The Sword and Shield entries introduced many new ways to increase the experience Pokémon would gain without having to grind for multiple hours. These changes include having the effect of the Exp. Share item become an always-on mechanic and the creation of the Exp. Candies, rewards for completing Max Raid Battles that give Pokémon large fixed amounts of experience. This makes leveling up Pokémon surprisingly easy, allowing players to sweep through Gym Battles quickly if they've played a few Max Raid Battles. Adding to this is the aforementioned "hand-holding" nature of the early game meant to ease in newcomers, where Hop and NPC Sonia guide the player through various towns and show the basic mechanics of the game. While many players, especially competitive Pokémon players, adored the easier methods for gaining levels alongside new items that can change the Nature of a Pokémon, some fans felt that the game was far too easy compared to earlier games. This is an interesting shift in the Pokémon games, but it seems to match the vision that Gamefreak has been trying to embrace for the past few entries; the games have seemingly become more "easy" not because players are bad at the game, but because Gamefreak is trying to appeal to a wider audience of players who may have only experienced playing games from mobile apps, thus this "hand-holding" nature and new ways to grind levels are meant to entice newcomers into picking up their first Pokémon game. Sword and Shield embodies the new vision of Gamefreak for challenge, and there are still many battles in the late game and postgame that prove tough unless players have diversified their type coverage. While some may complain regardless and wistfully reminisce in the challenge of Red and Blue, Sword and Shield nonetheless provides a good challenge to both new and experienced players, and new methods for obtaining levels only serve to help their journeys.

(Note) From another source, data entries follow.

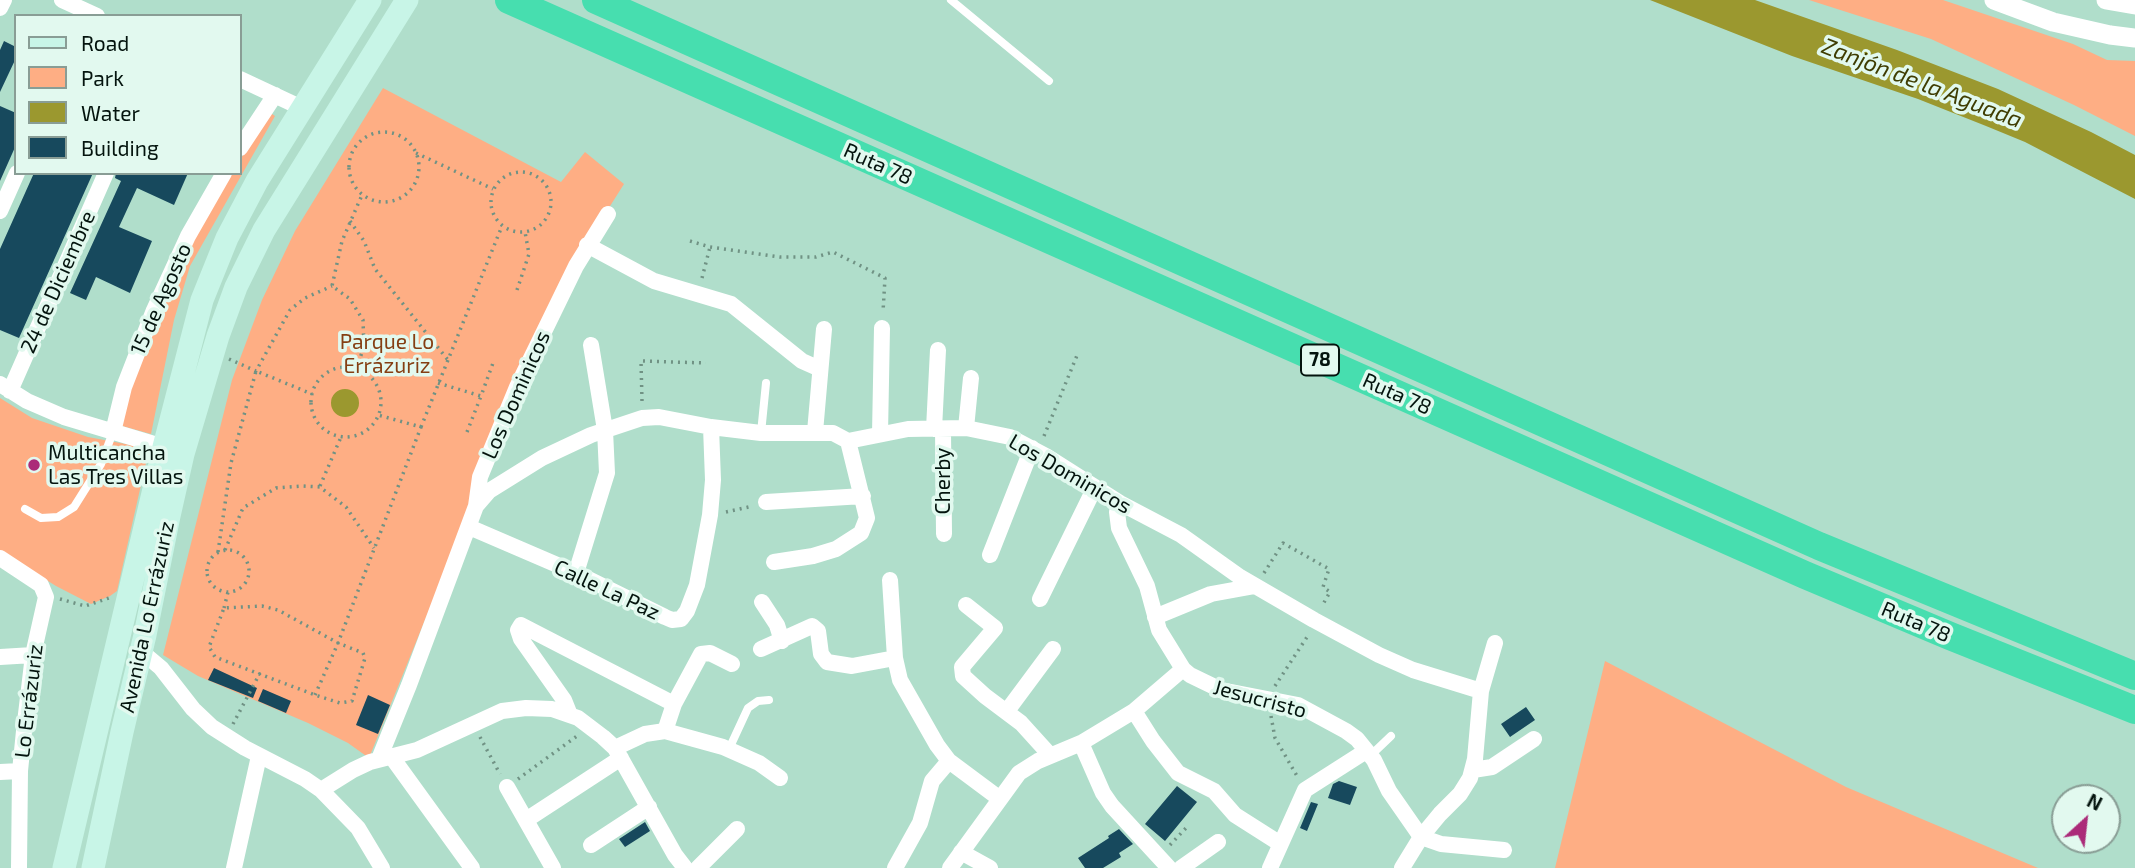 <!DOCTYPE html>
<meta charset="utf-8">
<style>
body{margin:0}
#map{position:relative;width:2135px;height:868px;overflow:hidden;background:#b0decb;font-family:"Exo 2",sans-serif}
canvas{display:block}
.legend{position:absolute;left:14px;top:14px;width:228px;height:161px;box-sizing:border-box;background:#e2f9ef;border:2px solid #899d95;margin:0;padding:9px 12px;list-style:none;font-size:21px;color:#04140e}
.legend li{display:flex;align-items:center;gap:14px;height:35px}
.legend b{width:35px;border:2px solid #899d95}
.north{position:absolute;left:2051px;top:784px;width:70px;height:70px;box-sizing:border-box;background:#e2f9ef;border:2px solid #899d95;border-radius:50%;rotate:27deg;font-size:19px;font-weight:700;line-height:28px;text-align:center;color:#04140e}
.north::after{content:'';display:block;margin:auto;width:24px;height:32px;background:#ab2b79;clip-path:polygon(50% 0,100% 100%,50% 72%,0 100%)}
</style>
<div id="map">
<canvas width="2135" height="868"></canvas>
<ul class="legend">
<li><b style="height:9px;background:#c8f5e7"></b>Road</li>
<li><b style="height:19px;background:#feae84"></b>Park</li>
<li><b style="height:19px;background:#9b982f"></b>Water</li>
<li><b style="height:19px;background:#17495d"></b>Building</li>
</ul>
<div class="north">N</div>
</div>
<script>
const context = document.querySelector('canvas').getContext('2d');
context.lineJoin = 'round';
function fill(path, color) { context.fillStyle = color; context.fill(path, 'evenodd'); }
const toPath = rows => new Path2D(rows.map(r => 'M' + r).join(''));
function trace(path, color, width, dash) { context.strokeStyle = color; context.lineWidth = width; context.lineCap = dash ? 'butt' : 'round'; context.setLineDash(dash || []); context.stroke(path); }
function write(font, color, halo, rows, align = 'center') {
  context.font = font + ' "Exo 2",sans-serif'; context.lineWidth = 7; context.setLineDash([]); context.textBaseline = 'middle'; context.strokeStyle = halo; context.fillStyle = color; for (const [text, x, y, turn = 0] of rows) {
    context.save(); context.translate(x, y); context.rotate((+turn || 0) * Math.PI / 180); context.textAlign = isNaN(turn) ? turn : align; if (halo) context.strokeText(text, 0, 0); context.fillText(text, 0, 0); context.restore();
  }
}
const green = toPath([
 [1809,0,1943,0,2073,44,2107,60,2135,61,2135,136,2074,105,1931,39],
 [383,88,561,182,585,152,624,184,562,282,369,758,348,743,308,723,198,676,163,655,232,380,262,300,295,231],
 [269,112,275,116,190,266,174,320,151,434,122,426,129,394,172,277,232,173,240,173,240,160],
 [0,398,32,418,88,437,131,445,148,454,117,591,110,596,91,604,56,586,0,551],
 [1605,661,1846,787,2038,868,1555,868]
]);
const water = toPath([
 [1650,0,1755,0,1897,50,1998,89,2091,132,2135,155,2135,199,2025,142,1986,126,1918,99,1792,56],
 '331 403a14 14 0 1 1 28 0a14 14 0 1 1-28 0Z'
]);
const building = toPath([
 [4,41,16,47,16,58,0,92,0,50],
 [0,106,16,113,16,145,0,181],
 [34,173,93,173,19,338,0,330,0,249],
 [116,173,188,173,174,205,137,188,119,227,152,241,130,293,96,277,86,300,70,293,121,181,115,178],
 [214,668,257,688,253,698,208,680],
 [263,689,291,701,286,713,258,701],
 [368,695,390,705,378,734,356,725],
 [1526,707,1535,720,1510,737,1501,724],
 [1339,781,1357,787,1350,805,1328,798,1333,784],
 [1177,786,1197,802,1165,841,1145,824],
 [1311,802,1318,804,1307,831,1300,828],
 [645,822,650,831,625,847,619,839],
 [1119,829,1133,844,1119,853,1121,857,1103,868,1085,868,1078,858,1109,838,1108,836]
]);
const path = toPath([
 '349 167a35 35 0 1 1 70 0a35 35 0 1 1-70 0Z',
 [416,153,493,189],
 '491 202a30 30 0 1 1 60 0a30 30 0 1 1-60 0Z',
 [350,221,364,241,375,269,448,360],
 [690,241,710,247,780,257,816,257,833,252,885,278,883,312],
 [702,278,710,247],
 [517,290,529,254,525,232],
 [229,359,256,371,290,310,305,298,332,286],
 '311 402a35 35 0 1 1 70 0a35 35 0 1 1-70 0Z',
 [356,369,364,347,363,320,350,299,332,286,342,241,362,195],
 [438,383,481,396,493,363],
 [642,401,641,361,706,363],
 [421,427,502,226],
 [467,432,481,396],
 [1044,436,1078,353],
 [320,486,341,437],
 [726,512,753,506],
 [225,550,243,508,276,488,302,486,320,487,346,507,374,548],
 '207 571a21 21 0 1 1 42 0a21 21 0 1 1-42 0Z',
 [218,552,231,463,256,371,312,394],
 [1264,573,1283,543,1329,569,1323,587,1330,592,1322,606],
 [60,599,85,606,109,598],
 [224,608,228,592],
 [1275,686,1309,634],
 [315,695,338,643,278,610,262,606,224,608,209,647,215,657,315,695,340,703,352,701,365,658,363,653,338,643,421,427,378,415],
 [1271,716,1275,738,1297,776],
 [233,724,260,673],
 [480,737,500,774],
 [518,779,577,736],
 [1170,845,1186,828]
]);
const service = toPath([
 [951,0,1049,81],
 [761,433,766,383],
 [25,509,41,518,58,517,74,507,101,464,113,432],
 [729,749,748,708,758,701,769,700],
 [1370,756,1391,736]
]);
const minor = toPath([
 [62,0,97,16],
 [0,8,4,0],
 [240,79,302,108],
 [240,148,275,95],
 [0,211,17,173],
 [587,245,654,281,731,304,802,361,820,369],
 [0,384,27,401,64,417,164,447],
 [10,391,106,173],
 [966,428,971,378],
 [934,429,938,350],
 [943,429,944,534],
 [113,432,124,387,154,310,188,236,224,173],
 [815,432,824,329],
 [880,434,882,328],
 [766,502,863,496],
 [1120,503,1117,512,1119,528,1147,586,1159,630,1183,669,1190,675,1221,690,1298,705,1346,731,1357,739,1374,760,1389,791,1421,837,1441,844,1504,850],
 [476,506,480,477,517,387,576,266,608,214],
 [469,527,576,573,665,617,672,620,681,619,687,611,697,585,710,515,713,480,711,427],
 [990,555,1032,448],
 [0,558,41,585,46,597,33,655,24,731,20,771,19,868],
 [774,562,813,556,836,549,861,533,867,518,848,441],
 [576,573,607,473,605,430,591,345],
 [890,580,895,658,900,680,937,745,949,761,1000,799],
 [1040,599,1095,487],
 [762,602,777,625,782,641],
 [966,605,995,628,962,667,963,676,985,696,1021,723,1050,755],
 [1155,617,1211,594,1255,586],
 [761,649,812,626,818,631,821,654,827,662,852,666,895,658],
 [142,652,161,668,193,709,212,727,245,748,305,779,321,790,358,828,382,868],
 [0,657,33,655],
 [1007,711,1053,649],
 [1134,711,1153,741,1178,773,1214,791,1235,815,1279,843],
 [570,715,564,700,521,639,518,630,521,625,674,704],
 [665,731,674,704,701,654,710,653,732,664],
 [1081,743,1103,793,1112,806,1169,868],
 [615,748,645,734,665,731,723,747,759,763,780,778],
 [391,756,472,868],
 [379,759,409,685,476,506,489,491,542,458,591,435,642,418,659,417,711,427,761,433,833,433,848,441,908,429,966,428,1010,437,1046,456,1120,503,1181,535,1240,577,1314,620,1379,655,1413,670,1481,691],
 [1473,770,1492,767,1534,739],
 [0,772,20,771],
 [507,787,553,868],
 [321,790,353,770,370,762,417,750,502,711,526,708,552,709,578,718,603,737,615,748,675,855,685,868],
 [526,820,621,758],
 [591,845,649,807],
 [961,852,990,868],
 [234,868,259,756],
 [698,868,737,829],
 [895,868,920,823,932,781,949,761],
 [950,868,1019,773,1038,761,1081,743,1134,711,1183,669],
 [1181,868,1218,842],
 [1270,868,1305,790,1366,751],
 [1402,868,1421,837,1440,814,1460,794,1470,778,1475,759,1481,691,1495,643]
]);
const tertiary = toPath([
 [1994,0,2053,22,2110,35,2135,38],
 [2106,0,2135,5]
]);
const secondary = toPath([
 [64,868,164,447,202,300,227,238,257,181,370,0],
 [93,868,122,732,145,635,169,516,183,454,218,336,236,287,264,230,407,0]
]);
const motorway = toPath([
 [509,0,1805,575,1950,636,2135,710],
 [596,0,1819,546,2135,676]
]);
const markers = [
 [34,465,7,"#ab2b79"]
];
const shields = [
 [1320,360,38]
];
const shieldNames = [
 ["78",1320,360]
];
const streetNames = [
 ["Ruta 78",878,164,24],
 ["24 de Diciembre",58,282,-66],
 ["15 de Agosto",161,299,-66],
 ["Ruta 78",1397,394,24],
 ["Los Dominicos",516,395,-66],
 ["Los Dominicos",1070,474,30],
 ["Cherby",943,481,-90],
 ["Calle La Paz",607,590,25],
 ["Avenida Lo Errázuriz",147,617,-78],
 ["Ruta 78",1916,622,23],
 ["Jesucristo",1260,699,15],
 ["Lo Errázuriz",29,701,-83]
];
const parkNames = [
 ["Parque Lo",387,342],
 ["Errázuriz",387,366]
];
const poiNames = [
 ["Multicancha",48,453],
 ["Las Tres Villas",48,477]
];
const waterNames = [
 ["Zanjón de la Aguada",1922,83,21]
];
fill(green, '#feae84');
fill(water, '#9b982f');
fill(building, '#17495d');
trace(path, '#709284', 3.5, [2, 5]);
trace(service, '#fff', 8);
trace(minor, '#fff', 16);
trace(tertiary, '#fff', 19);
trace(secondary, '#c8f5e7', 23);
trace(motorway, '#47deaf', 28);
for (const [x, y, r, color] of markers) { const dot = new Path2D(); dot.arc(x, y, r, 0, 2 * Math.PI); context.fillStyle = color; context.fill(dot); trace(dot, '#e2f9ef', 2.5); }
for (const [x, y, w] of shields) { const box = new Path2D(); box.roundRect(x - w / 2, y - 15.5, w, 31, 5); context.fillStyle = '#e2f9ef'; context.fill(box); trace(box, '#04140e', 2); }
write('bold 19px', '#04140e', null, shieldNames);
write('21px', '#04140e', '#e2f9ef', streetNames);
write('21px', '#853f13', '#e2f9ef', parkNames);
write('21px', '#04140e', '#e2f9ef', poiNames, 'left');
write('italic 23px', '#3f3d02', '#e2f9ef', waterNames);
</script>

It is no understatement that the Pokémon games have drastically changed in many ways since their first entries almost 25 years ago, but the heart of the series still lives on in full bloom. Beautiful graphics, vibrant music, and lovable new Pokémon and characters abound in the latest games, but the nostalgic qualities of the first entries still live strongly in the hearts of people everywhere. Although the games have taken many different turns and added (or removed) several features or mechanics throughout the years, from seasons and Pokémon Contests to in-game movie studios and hotel management, Sword and Shield seems to be the current pinnacle of technological progress for the game series for its connectivity and a multitude of online options, even if many fans may feel very strongly otherwise in other aspects. Both Pokémon Red/Blue and Pokémon Sword/Shield shine in their own ways, and despite the staggering amount of differences that the newest games incorporate, the same thrill of catching and battling with beloved Pokémon remains all the same.